Steering at highway speeds was scary. The electronic power steering that many [particularly Asian] manufacturers have adopted has a long way to go. Steering and controlling the car on expressways was unnerving and imprecise, and the vehicle felt unstable. When going over bumps, the Elantra seemed to jump sideways, momentarily loosing stability. The car vibrated when idling. Parallel parking was difficult due to the limited visibility out of the rear windshield. On the plus side, the air conditioning energized very quickly, although at highway speeds in the 100 plus degree heat, it was barely able to cool very much.
If the Elantra seemed cheap, the Sentra S was like Al Yankovic: even worse. Driving it, we had the feeling of going down several notches in quality. It felt even less solid than the Elantra. Even poorer acceleration, poorer stability over roads, poorer braking. Looking under the hood, we found a tiny, tiny, seeming inch-thick radiator resembling a child's toy. The entire assembly seemed to have been randomly thrown together in the manner of American engineering of past decades, rather than the logical and orderly Japanese method we've seen. Even worse, there was a ledge at the bottom of the engine
over which the air conditioning compressor constantly dripped condensation. Now, there's a built-in rust-through situation. We exited the Sentra S quickly after testing it.
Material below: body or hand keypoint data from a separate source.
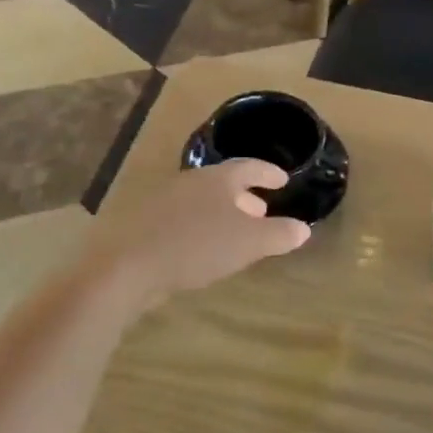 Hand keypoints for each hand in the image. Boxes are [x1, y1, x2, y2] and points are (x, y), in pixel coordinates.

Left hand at [85, 162, 311, 313]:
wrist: (128, 265)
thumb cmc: (196, 246)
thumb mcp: (248, 243)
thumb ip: (278, 234)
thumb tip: (304, 228)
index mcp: (218, 179)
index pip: (249, 167)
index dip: (268, 173)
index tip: (283, 180)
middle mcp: (191, 181)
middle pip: (224, 183)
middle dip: (245, 196)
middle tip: (262, 210)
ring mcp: (166, 200)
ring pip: (203, 201)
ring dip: (223, 213)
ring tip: (235, 233)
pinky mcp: (147, 223)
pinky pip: (184, 218)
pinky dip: (202, 226)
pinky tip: (203, 248)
The Chevy Cruze 1LT brought a welcome change from the other 2 Asian cheapos. Climbing into the car, you at last experience a feeling of solidness, strength, and quality. Not a whole lot of it, but certainly way more than we found in the other two cars. The Cruze still has the same hard, shiny plastic dash that the other cars have, with lots of plastic parts. Additionally, we looked for the "near luxury car" feel that others have attributed to it - and we didn't find it. At all. My aged 1990's era vehicle [not a luxury car] has incomparably more of those attributes than the Cruse. But, the impression of solid quality was unmistakable.
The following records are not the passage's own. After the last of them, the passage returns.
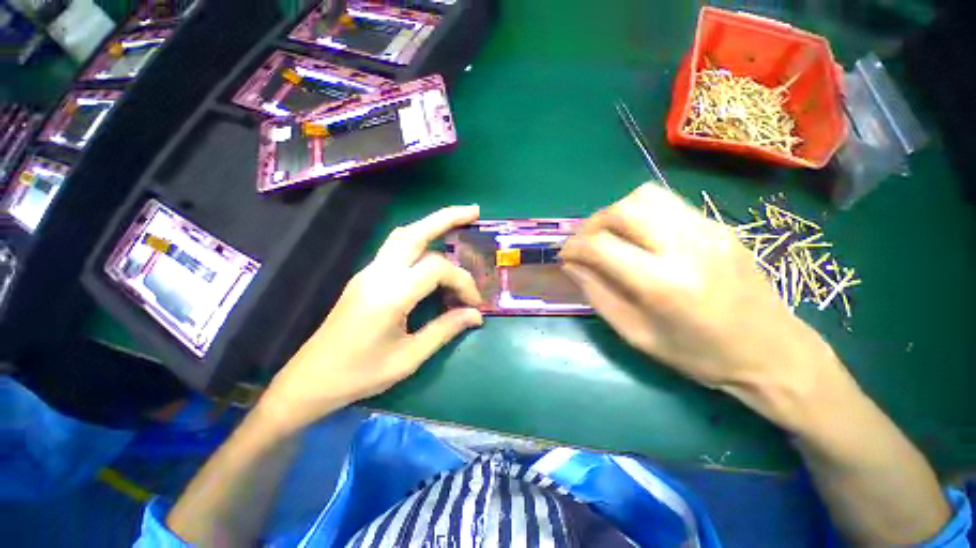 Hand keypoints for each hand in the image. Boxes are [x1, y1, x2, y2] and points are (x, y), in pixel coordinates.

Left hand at [262, 206, 483, 431]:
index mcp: (390, 295)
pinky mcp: (365, 276)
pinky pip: (396, 249)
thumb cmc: (360, 374)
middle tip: (474, 211)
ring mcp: (368, 272)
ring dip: (431, 224)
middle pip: (414, 232)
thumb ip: (445, 330)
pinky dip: (420, 242)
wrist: (311, 379)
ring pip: (403, 235)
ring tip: (458, 222)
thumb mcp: (409, 357)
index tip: (474, 303)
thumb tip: (476, 315)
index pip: (437, 269)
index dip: (462, 281)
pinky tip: (435, 252)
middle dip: (447, 218)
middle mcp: (378, 274)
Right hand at [560, 184, 843, 424]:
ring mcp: (708, 229)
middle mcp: (687, 246)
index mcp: (663, 284)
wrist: (773, 351)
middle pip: (622, 209)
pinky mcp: (718, 224)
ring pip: (644, 195)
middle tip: (584, 245)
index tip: (564, 256)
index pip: (601, 245)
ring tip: (608, 237)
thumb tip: (571, 265)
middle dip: (591, 224)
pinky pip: (667, 202)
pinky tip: (638, 236)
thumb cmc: (699, 355)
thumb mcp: (636, 334)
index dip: (573, 247)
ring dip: (615, 213)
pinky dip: (639, 213)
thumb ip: (597, 294)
With the turbo engine, the Cruze had more power than the other two cars, but not that much, and the engine groaned and struggled under hard acceleration of the kind you might employ to merge onto expressways. With air conditioning running, it had even less power and more strain. The air conditioning itself was poorer than either the Sentra or Elantra. Road stability was much, much better than the other two cars we had driven, as was the steering. Looking under the hood, things were laid out better than in the other cars, and somewhat more accessible.
If we had to choose between these three cars, the hands down winner would be the Cruze. But only by default, actually. Looked at on its own, the Cruze offered inadequate acceleration and unimpressive interior appointments and quality. Those thinking that a car such as this was "near luxury class" needs an immediately reality check.